RECORDED DATA: Begin
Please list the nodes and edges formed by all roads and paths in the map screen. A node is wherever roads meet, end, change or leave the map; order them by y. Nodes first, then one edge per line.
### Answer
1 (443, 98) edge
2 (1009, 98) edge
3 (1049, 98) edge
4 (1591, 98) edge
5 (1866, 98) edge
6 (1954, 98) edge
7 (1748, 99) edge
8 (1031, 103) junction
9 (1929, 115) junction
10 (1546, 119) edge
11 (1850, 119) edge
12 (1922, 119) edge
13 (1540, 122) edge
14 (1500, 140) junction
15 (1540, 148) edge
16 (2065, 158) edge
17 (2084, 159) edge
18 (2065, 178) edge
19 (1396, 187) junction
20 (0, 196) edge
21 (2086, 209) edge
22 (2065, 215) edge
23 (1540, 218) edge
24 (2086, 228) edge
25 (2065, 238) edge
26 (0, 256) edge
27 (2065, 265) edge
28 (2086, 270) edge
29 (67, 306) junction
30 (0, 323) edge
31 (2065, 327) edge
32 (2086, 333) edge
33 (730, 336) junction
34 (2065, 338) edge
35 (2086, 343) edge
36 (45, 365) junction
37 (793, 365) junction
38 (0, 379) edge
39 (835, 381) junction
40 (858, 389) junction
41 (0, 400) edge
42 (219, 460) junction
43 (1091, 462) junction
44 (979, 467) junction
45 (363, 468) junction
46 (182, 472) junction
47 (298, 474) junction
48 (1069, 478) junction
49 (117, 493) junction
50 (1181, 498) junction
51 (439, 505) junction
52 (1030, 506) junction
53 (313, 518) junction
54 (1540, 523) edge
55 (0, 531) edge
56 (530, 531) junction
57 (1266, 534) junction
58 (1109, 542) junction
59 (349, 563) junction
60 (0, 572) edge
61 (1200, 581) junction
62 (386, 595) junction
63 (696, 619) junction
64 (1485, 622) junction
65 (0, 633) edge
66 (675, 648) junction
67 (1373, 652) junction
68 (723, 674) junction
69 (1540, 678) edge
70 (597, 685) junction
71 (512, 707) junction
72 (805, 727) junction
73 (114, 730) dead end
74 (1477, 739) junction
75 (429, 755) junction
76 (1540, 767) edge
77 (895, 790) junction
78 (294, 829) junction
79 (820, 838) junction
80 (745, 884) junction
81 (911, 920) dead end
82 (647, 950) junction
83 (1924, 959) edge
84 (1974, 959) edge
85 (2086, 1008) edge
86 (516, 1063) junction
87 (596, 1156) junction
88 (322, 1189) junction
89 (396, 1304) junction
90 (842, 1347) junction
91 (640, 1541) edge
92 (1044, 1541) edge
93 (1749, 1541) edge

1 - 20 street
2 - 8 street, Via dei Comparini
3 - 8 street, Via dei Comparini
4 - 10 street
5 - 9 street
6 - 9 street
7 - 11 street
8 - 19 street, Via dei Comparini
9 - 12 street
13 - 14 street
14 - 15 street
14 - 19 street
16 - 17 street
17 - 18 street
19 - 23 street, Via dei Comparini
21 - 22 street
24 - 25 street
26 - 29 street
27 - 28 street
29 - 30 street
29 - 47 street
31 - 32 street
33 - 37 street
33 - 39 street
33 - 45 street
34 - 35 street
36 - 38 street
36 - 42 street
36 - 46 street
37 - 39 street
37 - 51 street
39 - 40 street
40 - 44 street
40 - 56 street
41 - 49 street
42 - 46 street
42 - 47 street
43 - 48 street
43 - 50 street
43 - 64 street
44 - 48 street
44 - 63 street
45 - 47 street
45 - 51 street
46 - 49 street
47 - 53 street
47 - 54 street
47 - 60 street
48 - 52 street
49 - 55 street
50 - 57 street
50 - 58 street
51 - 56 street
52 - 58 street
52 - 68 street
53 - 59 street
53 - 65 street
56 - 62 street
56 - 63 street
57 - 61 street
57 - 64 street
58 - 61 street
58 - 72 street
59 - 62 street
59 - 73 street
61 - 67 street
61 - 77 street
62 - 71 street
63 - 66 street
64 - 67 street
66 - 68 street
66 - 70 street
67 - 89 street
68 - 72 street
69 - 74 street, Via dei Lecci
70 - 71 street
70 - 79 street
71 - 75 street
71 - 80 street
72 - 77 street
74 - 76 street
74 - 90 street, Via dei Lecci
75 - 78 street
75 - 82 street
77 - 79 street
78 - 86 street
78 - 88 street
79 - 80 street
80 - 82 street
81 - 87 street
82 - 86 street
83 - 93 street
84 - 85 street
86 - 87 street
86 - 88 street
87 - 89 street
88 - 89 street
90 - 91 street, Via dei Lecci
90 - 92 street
RECORDED DATA: End
### EXERCISE DIRECTIONS
Report how many lines in these entries contain "dead". Answer with the number only.

### RESPONSE
2